= Geoff Shreeves =

British football commentator

Geoff Shreeves (born October 1964) is a British journalist. He is best known for his work with Sky Sports which he joined in 1992, during the inaugural Premier League season. In 2023 after 32 years he left Sky and joined CBS Sports.

==Career==
Shreeves went to Verulam School in St Albans, England. His media career began in the United States in 1990, when Mick Luckhurst, a former National Football League player for the Atlanta Falcons, required a researcher for his role as presenter on TNT for the 1990 FIFA World Cup. He began working for Sky Sports at the beginning of their coverage of the newly formed Premier League.

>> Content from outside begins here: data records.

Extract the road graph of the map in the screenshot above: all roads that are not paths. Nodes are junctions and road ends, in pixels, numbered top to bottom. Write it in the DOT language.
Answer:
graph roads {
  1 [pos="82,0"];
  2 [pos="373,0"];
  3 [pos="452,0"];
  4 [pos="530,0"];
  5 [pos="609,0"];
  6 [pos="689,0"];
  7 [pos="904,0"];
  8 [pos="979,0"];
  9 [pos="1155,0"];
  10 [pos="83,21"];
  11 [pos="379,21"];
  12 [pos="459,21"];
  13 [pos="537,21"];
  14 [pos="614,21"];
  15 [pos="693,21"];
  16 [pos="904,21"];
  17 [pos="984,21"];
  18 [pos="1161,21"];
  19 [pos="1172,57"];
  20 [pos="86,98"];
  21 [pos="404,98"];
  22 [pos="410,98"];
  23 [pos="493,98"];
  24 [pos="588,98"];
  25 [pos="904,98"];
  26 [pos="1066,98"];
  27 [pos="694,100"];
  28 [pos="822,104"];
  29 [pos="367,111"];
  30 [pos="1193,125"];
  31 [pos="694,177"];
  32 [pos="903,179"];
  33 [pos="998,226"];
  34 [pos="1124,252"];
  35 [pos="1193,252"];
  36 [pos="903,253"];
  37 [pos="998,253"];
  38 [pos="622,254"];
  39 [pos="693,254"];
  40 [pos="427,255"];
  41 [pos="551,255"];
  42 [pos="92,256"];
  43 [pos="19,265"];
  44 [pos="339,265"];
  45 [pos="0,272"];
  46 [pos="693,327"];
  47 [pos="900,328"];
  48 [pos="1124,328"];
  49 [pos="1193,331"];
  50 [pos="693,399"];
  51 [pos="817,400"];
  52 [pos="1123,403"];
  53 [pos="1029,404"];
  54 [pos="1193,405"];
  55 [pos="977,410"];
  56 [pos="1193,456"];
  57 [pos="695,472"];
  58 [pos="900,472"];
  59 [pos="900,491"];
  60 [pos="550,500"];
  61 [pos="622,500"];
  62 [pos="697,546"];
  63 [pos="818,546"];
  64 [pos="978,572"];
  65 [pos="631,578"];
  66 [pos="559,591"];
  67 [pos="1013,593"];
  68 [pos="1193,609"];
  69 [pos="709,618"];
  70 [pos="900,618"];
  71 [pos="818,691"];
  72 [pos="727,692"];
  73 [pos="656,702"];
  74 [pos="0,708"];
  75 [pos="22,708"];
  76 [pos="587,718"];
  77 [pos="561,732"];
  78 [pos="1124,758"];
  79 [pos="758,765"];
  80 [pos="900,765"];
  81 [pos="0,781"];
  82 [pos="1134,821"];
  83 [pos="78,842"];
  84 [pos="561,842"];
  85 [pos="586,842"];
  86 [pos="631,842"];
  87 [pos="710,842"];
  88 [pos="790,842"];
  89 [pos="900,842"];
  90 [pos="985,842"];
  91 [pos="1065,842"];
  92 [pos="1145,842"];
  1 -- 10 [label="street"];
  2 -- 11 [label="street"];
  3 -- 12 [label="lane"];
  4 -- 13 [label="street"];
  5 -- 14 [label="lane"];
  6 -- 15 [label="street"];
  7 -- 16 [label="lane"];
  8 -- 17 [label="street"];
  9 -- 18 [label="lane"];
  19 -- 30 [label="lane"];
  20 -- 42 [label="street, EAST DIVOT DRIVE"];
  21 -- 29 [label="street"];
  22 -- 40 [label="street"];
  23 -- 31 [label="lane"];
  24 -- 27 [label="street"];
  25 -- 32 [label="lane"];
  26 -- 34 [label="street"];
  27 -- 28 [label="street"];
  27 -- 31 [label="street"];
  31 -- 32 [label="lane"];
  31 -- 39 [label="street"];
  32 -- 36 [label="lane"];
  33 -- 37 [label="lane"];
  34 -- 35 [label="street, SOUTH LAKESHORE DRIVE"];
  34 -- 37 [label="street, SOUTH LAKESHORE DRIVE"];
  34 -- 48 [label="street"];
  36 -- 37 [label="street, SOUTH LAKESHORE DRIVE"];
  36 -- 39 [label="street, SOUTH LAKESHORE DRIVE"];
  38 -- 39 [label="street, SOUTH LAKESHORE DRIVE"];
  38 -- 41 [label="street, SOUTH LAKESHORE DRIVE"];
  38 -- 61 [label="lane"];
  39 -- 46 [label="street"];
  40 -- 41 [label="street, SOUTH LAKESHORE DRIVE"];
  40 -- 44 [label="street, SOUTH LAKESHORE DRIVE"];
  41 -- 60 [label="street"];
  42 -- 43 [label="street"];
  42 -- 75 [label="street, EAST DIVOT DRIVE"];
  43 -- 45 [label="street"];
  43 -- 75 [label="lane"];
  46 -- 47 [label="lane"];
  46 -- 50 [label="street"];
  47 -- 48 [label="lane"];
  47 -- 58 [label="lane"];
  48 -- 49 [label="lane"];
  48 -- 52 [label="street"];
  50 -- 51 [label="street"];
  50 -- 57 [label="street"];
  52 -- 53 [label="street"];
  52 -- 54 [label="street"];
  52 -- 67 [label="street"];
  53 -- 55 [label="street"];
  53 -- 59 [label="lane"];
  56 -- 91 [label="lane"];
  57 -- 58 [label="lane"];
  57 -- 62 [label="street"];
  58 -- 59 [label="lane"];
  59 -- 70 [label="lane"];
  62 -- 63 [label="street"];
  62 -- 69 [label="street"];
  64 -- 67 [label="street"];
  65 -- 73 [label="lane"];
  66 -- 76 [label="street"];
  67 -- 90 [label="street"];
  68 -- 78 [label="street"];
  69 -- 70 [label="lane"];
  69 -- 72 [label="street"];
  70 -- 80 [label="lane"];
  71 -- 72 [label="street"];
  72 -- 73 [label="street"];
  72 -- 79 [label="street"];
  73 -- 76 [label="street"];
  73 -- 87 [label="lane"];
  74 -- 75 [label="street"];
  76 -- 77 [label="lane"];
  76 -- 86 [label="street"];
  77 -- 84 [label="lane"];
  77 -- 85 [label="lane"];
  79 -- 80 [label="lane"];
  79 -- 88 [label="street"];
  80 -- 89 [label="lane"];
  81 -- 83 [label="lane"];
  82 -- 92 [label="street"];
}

He made his reporting debut in 1999 alongside Clare Tomlinson, and now reports on the touch-line in Premier League matches on Sky Sports. He also reports for Fox Sports before Champions League games, and was a regular presenter for The Debate on Sky Sports before the show was discontinued in 2020.

He appears in the FIFA video game franchise, providing injury updates during played matches. Shreeves produced Football Godfathers for the Sky History channel where he interviewed Sven-Göran Eriksson, Louis Van Gaal, Roy Hodgson, Claudio Ranieri and Gerard Houllier.

After working for Sky sports for 32 years, he joined CBS Sports.